= Beginning of Section =

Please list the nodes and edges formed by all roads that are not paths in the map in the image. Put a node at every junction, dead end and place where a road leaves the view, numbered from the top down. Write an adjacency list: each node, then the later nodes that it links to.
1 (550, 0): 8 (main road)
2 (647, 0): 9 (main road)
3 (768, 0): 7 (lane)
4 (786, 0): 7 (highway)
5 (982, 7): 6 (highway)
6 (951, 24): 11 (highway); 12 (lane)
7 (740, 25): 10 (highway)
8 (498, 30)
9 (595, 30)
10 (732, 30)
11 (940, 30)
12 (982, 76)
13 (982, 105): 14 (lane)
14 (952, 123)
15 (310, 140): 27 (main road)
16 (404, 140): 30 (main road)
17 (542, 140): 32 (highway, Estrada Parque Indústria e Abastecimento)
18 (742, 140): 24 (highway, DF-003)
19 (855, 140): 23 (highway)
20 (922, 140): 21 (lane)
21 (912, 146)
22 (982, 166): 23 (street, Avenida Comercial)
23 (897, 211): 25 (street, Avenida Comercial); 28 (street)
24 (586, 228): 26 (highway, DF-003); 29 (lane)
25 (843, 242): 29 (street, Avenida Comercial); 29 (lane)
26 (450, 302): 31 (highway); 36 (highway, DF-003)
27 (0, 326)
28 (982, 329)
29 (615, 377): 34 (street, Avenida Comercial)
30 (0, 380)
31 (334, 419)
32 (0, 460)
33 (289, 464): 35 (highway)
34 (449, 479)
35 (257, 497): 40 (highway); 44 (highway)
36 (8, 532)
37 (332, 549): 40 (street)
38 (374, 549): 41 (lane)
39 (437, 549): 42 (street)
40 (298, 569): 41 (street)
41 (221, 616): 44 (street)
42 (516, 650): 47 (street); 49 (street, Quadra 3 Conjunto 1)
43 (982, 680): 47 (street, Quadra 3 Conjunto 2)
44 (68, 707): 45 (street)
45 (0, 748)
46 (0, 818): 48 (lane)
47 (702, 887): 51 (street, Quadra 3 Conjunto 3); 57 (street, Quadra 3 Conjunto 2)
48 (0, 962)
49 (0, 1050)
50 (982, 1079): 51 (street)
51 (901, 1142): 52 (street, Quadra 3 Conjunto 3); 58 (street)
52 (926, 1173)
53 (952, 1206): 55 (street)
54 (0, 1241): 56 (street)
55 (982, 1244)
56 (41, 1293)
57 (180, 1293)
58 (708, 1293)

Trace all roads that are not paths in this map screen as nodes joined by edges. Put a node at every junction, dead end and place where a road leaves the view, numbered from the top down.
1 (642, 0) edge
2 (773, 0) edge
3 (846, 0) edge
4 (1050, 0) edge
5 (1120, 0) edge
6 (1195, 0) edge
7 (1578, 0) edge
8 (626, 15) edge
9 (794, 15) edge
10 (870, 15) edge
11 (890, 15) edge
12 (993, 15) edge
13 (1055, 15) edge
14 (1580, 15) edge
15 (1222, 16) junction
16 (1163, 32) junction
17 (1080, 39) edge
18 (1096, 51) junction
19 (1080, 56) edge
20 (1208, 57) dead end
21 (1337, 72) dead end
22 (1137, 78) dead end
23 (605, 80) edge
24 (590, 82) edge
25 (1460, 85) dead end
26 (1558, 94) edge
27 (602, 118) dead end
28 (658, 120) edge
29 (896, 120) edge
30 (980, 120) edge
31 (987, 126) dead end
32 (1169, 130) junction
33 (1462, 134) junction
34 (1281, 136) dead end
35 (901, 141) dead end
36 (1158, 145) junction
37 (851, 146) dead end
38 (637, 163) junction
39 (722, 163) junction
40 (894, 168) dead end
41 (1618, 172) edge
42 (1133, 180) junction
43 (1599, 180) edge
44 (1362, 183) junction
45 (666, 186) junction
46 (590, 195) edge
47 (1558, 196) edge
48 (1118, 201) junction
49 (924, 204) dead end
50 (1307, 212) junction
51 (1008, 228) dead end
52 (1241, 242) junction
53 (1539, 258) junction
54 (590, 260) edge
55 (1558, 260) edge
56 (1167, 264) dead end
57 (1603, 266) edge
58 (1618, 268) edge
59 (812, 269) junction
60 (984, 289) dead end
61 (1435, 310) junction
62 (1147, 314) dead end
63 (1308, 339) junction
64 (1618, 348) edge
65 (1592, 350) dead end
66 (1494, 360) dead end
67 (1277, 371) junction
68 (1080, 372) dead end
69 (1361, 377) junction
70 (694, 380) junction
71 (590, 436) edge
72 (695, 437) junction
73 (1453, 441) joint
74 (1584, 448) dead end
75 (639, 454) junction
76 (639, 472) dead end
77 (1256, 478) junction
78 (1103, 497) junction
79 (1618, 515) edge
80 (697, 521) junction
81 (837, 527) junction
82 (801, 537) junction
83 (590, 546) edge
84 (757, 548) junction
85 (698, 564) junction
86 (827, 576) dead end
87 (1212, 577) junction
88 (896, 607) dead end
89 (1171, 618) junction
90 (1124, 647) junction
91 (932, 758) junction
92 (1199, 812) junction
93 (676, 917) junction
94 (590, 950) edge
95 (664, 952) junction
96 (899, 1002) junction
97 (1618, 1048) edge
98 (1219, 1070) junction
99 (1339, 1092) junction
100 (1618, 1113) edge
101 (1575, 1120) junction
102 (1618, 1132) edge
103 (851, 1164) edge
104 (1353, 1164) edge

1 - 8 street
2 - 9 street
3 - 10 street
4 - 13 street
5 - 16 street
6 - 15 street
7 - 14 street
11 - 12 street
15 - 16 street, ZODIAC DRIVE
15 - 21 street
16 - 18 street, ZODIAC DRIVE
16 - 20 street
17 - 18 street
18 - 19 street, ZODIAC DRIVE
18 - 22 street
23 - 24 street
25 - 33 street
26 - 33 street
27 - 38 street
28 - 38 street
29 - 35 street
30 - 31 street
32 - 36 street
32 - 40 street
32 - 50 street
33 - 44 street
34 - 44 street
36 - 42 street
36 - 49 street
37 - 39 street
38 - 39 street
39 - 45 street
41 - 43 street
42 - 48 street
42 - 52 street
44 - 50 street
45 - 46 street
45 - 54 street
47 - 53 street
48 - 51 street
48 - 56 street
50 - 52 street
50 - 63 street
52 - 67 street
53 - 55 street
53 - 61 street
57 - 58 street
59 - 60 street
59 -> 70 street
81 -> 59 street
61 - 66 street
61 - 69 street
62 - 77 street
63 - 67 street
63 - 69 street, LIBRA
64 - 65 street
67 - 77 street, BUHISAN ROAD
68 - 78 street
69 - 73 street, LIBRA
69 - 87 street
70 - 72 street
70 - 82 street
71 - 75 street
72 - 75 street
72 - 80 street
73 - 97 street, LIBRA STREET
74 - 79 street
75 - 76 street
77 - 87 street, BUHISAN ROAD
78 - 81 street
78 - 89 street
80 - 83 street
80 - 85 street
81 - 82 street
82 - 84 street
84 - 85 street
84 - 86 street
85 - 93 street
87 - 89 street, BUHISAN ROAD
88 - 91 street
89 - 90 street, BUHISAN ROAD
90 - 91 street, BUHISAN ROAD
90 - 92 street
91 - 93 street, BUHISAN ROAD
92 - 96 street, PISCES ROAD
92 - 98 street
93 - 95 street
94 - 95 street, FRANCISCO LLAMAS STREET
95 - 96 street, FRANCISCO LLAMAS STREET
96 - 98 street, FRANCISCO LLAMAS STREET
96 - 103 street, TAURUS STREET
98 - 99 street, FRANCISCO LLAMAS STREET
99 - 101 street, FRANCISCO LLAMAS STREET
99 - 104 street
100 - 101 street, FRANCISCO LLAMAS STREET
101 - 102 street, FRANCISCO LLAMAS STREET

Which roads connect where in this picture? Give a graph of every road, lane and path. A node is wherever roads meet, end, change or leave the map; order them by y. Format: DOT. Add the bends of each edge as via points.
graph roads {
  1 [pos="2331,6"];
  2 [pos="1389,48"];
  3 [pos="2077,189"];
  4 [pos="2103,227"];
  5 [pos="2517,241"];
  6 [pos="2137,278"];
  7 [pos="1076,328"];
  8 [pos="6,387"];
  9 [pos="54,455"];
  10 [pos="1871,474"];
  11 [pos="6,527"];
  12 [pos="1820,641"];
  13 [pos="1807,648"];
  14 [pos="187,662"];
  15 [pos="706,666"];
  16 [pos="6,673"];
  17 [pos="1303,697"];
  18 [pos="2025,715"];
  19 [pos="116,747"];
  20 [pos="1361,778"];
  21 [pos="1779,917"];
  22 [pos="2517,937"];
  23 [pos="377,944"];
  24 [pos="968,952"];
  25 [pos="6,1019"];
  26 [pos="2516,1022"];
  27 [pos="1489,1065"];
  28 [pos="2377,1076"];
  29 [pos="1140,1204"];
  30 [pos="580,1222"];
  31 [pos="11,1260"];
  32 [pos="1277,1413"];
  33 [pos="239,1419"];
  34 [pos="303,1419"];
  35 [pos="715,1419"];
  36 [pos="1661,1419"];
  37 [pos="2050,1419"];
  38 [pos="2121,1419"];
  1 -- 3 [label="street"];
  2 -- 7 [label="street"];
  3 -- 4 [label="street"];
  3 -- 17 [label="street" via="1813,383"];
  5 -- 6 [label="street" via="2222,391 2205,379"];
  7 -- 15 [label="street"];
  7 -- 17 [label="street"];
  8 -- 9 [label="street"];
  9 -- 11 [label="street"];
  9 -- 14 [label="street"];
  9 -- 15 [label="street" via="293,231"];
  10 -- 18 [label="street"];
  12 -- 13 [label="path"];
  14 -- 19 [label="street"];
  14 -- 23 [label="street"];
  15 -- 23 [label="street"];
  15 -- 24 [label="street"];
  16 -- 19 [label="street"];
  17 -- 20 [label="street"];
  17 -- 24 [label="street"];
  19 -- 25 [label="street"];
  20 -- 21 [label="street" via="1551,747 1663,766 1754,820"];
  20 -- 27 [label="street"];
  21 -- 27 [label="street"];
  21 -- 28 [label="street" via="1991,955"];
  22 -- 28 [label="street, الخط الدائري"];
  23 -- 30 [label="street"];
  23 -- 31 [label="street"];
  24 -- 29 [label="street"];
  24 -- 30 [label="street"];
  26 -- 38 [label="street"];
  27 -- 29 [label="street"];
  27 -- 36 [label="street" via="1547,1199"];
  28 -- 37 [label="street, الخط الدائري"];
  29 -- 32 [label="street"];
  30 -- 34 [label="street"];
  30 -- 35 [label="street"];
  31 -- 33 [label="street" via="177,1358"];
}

= End of Section =

== WORK TO BE COMPLETED ==
Please show the lines in the entries above that hold the string "LIBRA".

== SOLUTION ==
63 - 69 street, LIBRA
69 - 73 street, LIBRA
73 - 97 street, LIBRA STREET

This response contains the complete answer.